Return the lines below in which the string "from" occurs.

> DATASET RECORDS
━━━━

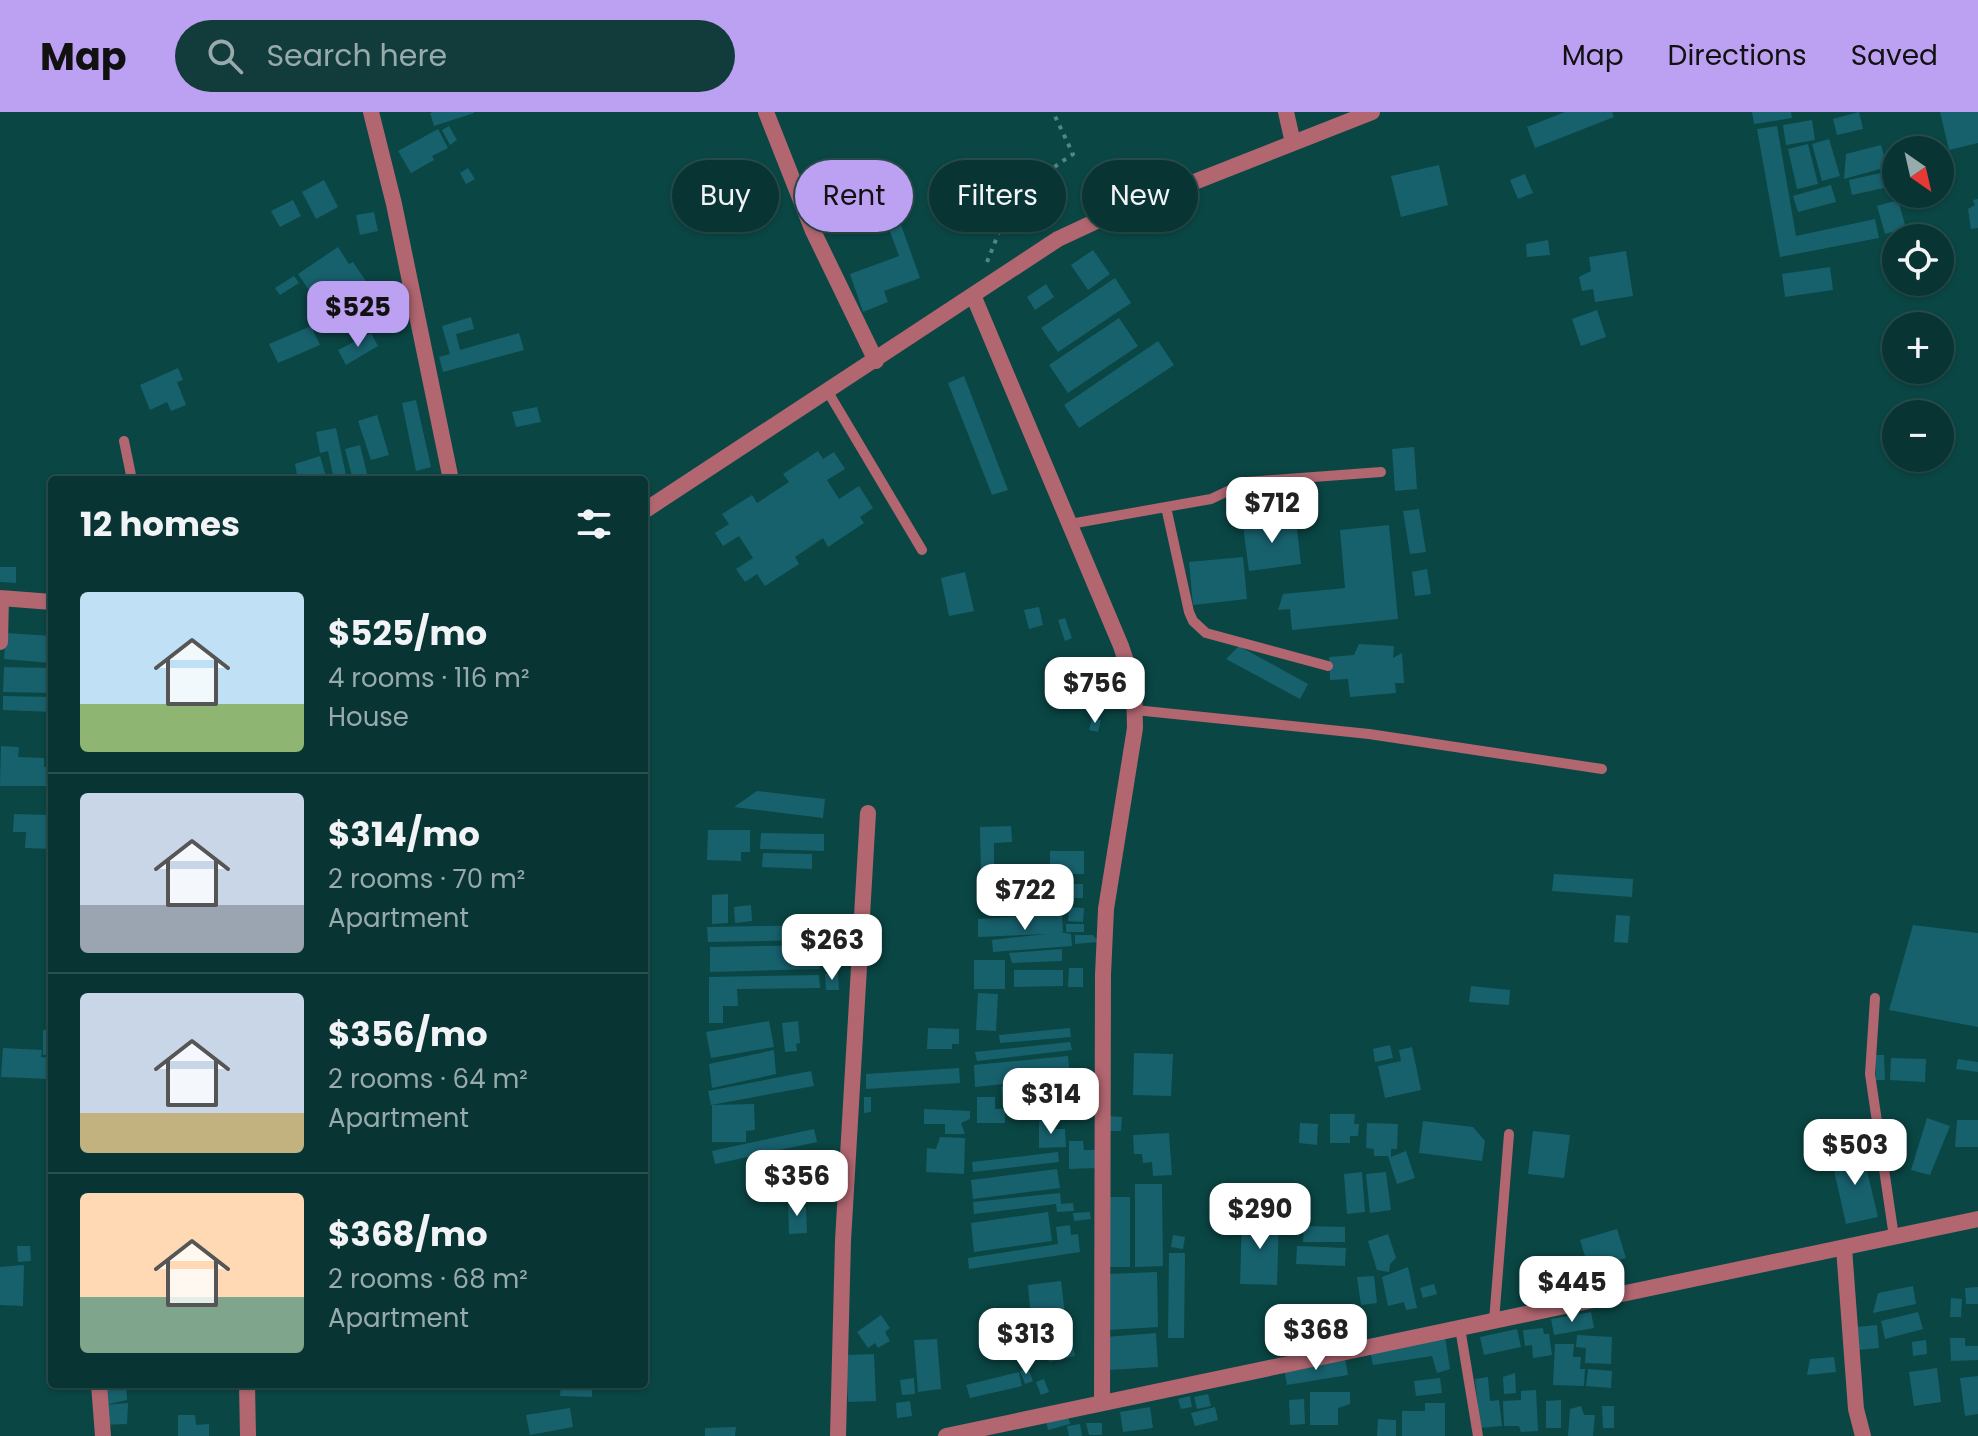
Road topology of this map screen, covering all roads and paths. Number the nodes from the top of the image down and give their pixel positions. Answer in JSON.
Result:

━━━━

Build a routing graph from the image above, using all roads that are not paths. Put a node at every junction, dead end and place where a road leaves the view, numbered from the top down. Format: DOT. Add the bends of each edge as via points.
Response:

━━━━

> OUTPUT OF THE TASK
Road topology of this map screen, covering all roads and paths. Number the nodes from the top of the image down and give their pixel positions. Answer in JSON.
Build a routing graph from the image above, using all roads that are not paths. Put a node at every junction, dead end and place where a road leaves the view, numbered from the top down. Format: DOT. Add the bends of each edge as via points.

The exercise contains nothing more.